Demonstrators hold signs in front of the Texas Capitol calling for essential workers to be prioritized to receive COVID-19 vaccines.
Gabriel C. Pérez
Demonstrators hold signs in front of the Texas Capitol on Monday, calling for essential workers to be prioritized for a vaccine against COVID-19.

Service industry workers railed against Gov. Greg Abbott's decision to lift statewide COVID-19 rules, arguing the state should prioritize vaccinations for frontline workers before completely opening up.

Monday's small demonstration at the Texas Capitol highlighted stories from bartenders and servers who expressed reservations ahead of the state's reopening Wednesday. It was organized by the Austin Chapter of the Democratic Socialists of America, the Restaurant Organizing Project and the Amplified Sound Coalition.

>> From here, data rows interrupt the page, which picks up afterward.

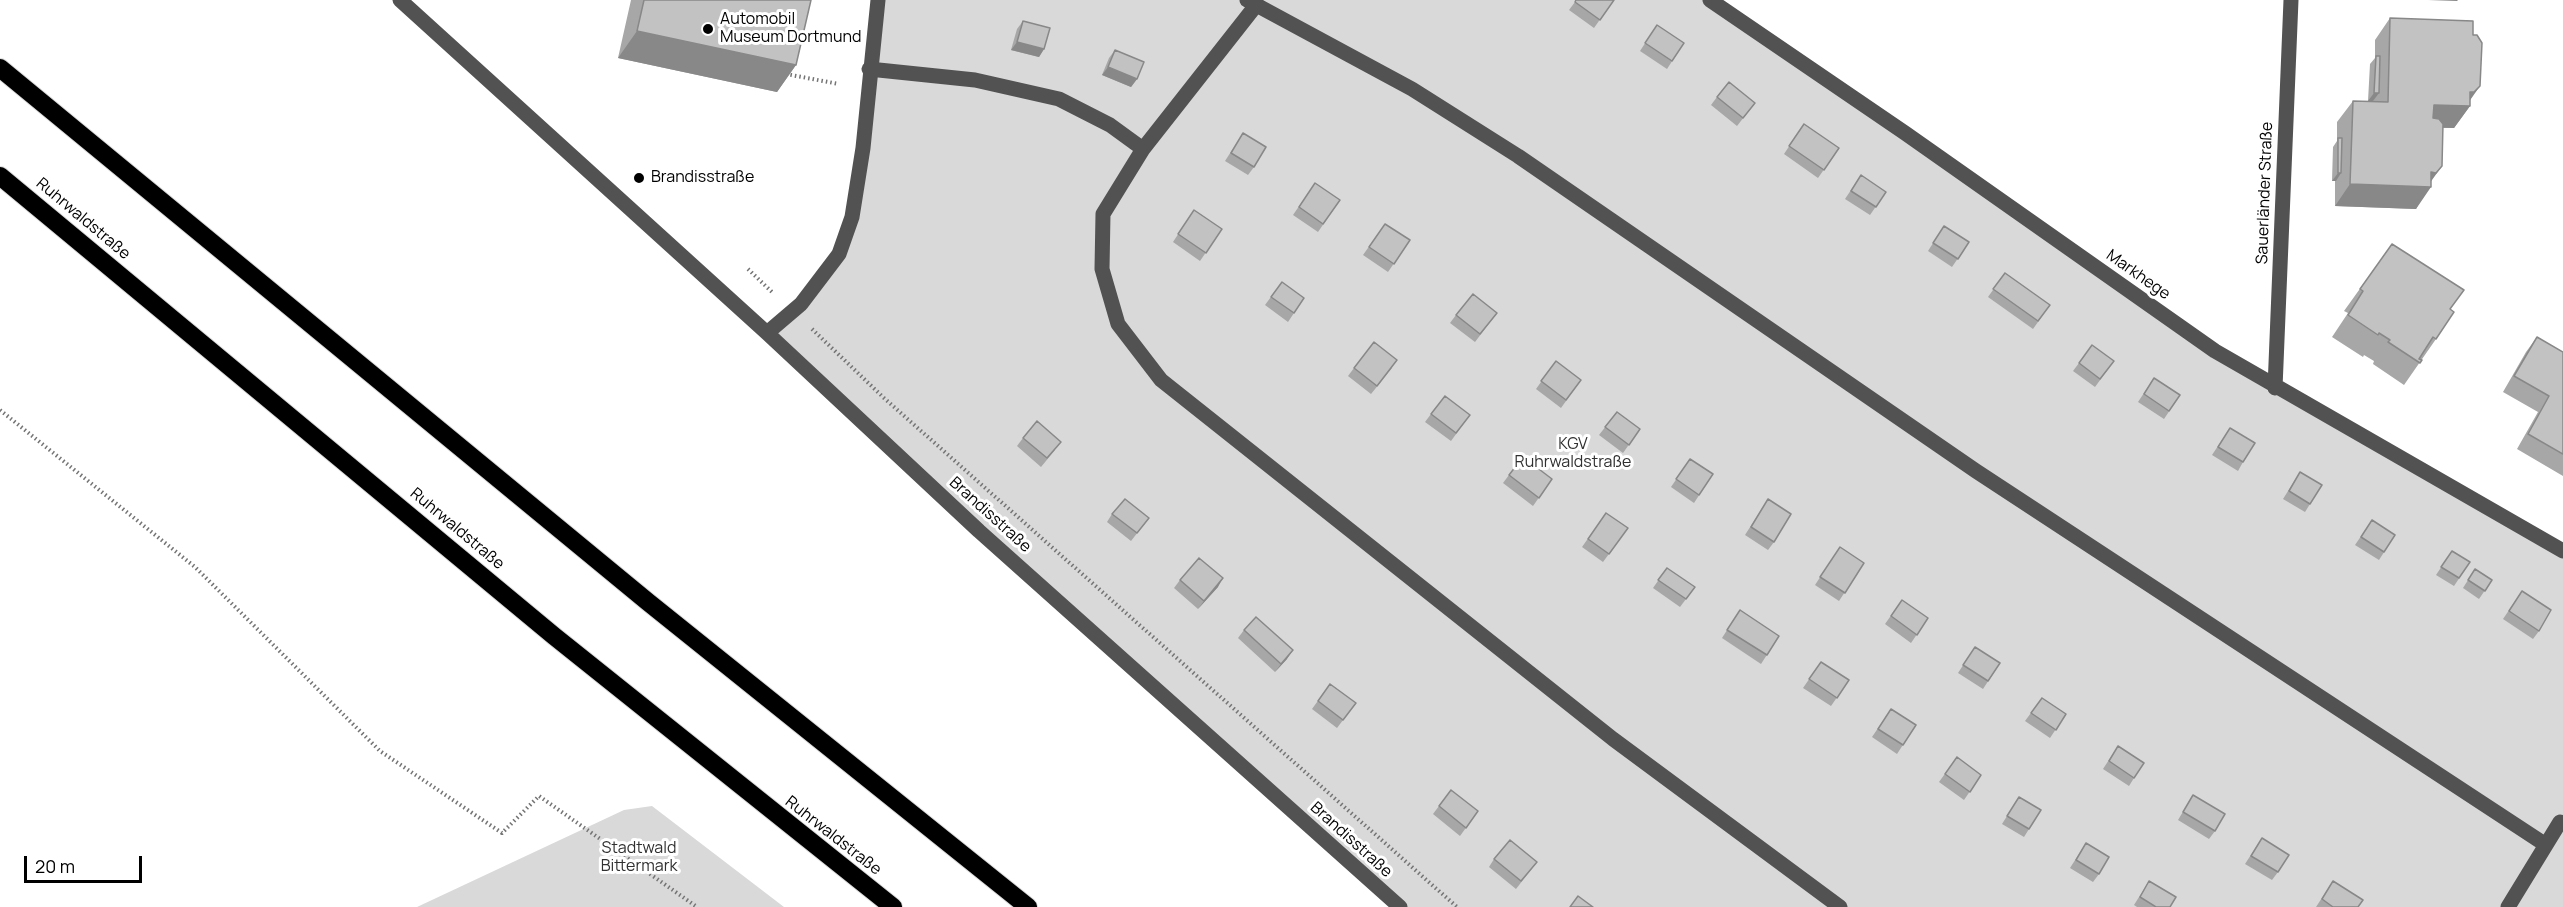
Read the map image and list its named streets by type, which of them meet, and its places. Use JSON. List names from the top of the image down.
{
  "streets": {
    "highway": ["Ruhrwaldstraße"],
    "street": ["Sauerländer Straße", "Markhege", "Brandisstraße"]
  },
  "crossings": [
    ["Sauerländer Straße", "Markhege"]
  ],
  "parks": ["KGV Ruhrwaldstraße", "Stadtwald Bittermark"],
  "places": ["Automobil Museum Dortmund", "Brandisstraße"],
  "scale_bar": "20 m"
}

Karen Hamilton, who has an autoimmune condition as well as a heart condition, quit her job as a server at an Austin-based chain after Abbott's announcement last week. She said her employer essentially went back to pre-COVID occupancy and her coworkers weren't being as vigilant about masking.

"[I've told them], 'I have a heart condition. I will die if any of you give this to me,'" she told KUT. "Even though I am only 27 years old. I'm in the category of people who look extremely healthy, but I'm just not."

A woman at a microphone points while addressing a small crowd at the state Capitol.
Gabriel C. Pérez
Jeannette Gregor, with Amplified Sound Coalition, demands that Gov. Greg Abbott keep a statewide mask mandate in place, at a rally for essential worker vaccinations at the Capitol on Monday.

The rally was punctuated by interruptions by the Austin-based conspiracy site Info Wars.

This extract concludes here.